Early 2010s video of U.S. Marines flying over St. Louis, Missouri on an SPIE rig attached to a USMC CH-46 Sea Knight

The United States Coast Guard uses a similar technique to board ships when speed and stealth are required.

==History==
The Special Personnel Insertion/Extraction was first designed by United States Marines of 1st Force Reconnaissance Company, the Marine division's 1st Reconnaissance Battalion, and the 1st Marine Aircraft Wing riggers. In 1969 they created and actively used several versions of the SPIE in combat before it was officially recommended to be tested. In May 1970, the commanding general of 3rd Marine Amphibious Force coordinated input from the 1st Marine Division and his 1st Marine Aircraft Wing. A request was sent to the Commandant of the Marine Corps and to the Development Center for certification of the SPIE rig and to its safety and use.
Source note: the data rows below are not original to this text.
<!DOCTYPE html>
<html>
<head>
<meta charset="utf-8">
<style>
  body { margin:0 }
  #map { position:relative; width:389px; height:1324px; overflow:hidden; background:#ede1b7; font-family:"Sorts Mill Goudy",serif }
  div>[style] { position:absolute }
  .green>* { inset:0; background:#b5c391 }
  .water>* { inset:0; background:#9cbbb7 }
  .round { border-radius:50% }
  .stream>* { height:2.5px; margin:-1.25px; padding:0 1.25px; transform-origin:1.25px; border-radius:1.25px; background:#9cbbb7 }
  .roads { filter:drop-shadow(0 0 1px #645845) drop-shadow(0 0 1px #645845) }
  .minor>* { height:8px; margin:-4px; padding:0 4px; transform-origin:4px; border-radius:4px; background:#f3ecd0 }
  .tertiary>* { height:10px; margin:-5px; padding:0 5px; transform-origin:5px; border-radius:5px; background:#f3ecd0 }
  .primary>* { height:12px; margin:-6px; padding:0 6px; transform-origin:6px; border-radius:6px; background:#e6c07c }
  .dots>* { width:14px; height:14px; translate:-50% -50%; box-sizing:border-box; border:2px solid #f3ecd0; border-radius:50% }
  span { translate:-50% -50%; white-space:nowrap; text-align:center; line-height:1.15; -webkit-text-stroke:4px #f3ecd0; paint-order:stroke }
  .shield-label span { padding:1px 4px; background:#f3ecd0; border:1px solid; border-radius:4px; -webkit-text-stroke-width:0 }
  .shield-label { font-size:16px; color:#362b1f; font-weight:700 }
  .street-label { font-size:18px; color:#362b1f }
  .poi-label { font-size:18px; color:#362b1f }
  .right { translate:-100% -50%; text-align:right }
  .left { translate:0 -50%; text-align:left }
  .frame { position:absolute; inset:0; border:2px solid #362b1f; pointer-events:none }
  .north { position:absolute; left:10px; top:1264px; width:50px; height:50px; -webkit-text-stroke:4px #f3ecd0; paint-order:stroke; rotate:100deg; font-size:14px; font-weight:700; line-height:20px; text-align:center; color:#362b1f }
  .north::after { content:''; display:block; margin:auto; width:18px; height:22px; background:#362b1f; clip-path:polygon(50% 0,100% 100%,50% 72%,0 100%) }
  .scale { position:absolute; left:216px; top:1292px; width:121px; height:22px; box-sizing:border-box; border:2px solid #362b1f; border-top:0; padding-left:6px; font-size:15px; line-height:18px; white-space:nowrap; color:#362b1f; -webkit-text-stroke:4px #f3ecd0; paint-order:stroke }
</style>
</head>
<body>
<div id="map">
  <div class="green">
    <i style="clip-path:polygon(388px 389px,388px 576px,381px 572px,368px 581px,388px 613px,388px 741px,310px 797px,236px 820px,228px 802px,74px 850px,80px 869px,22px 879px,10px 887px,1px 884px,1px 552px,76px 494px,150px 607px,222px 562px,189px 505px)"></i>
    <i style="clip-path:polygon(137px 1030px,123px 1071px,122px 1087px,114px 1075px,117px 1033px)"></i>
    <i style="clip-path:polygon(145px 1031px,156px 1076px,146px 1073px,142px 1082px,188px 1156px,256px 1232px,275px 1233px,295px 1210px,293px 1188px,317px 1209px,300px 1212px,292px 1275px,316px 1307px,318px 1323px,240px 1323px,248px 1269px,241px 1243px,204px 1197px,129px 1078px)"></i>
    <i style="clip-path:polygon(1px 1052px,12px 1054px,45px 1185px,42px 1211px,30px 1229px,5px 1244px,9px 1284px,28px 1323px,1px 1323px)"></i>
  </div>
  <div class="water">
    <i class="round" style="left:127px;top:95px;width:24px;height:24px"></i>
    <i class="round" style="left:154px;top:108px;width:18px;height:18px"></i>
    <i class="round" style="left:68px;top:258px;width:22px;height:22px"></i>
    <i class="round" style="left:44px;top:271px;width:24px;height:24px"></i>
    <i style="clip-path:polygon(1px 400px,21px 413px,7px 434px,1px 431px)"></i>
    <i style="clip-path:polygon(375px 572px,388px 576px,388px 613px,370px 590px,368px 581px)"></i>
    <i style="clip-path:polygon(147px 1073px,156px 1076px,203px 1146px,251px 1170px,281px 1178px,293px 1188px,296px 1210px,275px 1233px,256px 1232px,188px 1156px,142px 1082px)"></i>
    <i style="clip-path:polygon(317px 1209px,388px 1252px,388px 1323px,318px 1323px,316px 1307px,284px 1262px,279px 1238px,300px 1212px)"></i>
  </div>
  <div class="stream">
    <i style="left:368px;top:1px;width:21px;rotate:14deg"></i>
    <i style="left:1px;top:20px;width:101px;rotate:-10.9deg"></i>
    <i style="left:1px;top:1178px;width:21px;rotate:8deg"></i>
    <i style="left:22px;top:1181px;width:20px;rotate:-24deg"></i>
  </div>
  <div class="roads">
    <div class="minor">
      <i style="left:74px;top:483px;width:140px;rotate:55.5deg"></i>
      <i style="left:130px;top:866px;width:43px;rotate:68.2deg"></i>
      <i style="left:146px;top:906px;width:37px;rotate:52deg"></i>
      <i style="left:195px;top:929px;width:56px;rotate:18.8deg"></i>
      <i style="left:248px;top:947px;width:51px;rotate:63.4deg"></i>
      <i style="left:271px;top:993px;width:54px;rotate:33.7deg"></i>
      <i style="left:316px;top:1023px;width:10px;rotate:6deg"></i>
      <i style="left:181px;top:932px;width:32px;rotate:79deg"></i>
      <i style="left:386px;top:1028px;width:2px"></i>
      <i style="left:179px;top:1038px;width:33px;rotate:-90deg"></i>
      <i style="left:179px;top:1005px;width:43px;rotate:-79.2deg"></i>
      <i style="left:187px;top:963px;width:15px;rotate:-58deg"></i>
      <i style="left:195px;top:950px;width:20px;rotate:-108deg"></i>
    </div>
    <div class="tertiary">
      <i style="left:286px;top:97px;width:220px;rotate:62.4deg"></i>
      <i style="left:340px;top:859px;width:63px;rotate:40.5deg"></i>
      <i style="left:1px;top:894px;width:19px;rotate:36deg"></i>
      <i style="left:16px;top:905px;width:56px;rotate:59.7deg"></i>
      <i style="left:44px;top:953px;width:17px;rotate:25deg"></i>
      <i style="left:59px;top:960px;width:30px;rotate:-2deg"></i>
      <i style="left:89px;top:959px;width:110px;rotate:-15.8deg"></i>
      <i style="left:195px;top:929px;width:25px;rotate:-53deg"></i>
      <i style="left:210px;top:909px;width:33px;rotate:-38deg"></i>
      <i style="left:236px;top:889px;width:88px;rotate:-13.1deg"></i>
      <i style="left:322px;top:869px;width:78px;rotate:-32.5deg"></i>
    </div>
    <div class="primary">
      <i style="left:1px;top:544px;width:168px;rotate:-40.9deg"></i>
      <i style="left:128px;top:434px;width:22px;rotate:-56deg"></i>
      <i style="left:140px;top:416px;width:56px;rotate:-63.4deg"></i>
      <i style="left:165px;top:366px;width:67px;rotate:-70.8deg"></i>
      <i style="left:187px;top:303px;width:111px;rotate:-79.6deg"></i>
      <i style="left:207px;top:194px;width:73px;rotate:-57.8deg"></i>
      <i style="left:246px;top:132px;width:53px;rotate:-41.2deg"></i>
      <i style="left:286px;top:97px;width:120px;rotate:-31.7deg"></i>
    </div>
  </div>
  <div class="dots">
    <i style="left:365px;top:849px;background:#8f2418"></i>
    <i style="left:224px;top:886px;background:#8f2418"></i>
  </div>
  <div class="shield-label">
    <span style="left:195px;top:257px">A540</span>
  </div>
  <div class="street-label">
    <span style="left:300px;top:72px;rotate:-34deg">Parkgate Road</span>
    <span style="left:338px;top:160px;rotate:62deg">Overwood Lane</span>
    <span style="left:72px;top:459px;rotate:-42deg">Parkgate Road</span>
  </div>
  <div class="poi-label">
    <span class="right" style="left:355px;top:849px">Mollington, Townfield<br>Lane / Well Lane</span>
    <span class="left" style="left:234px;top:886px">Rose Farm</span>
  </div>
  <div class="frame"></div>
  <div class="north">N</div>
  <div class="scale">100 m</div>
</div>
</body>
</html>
The parachute test jumpers of the Naval Parachute Unit (NPU) and Marine Corps, all qualified parachutist designers and engineers, assembled together at NAS El Centro for the initial testing and evaluation of the SPIE rig. After a few test dummies were tried, Marine Major Bruce F. Meyers, along with four Navy NPU parachutist engineers, successfully attempted the first flight on the current SPIE assembly.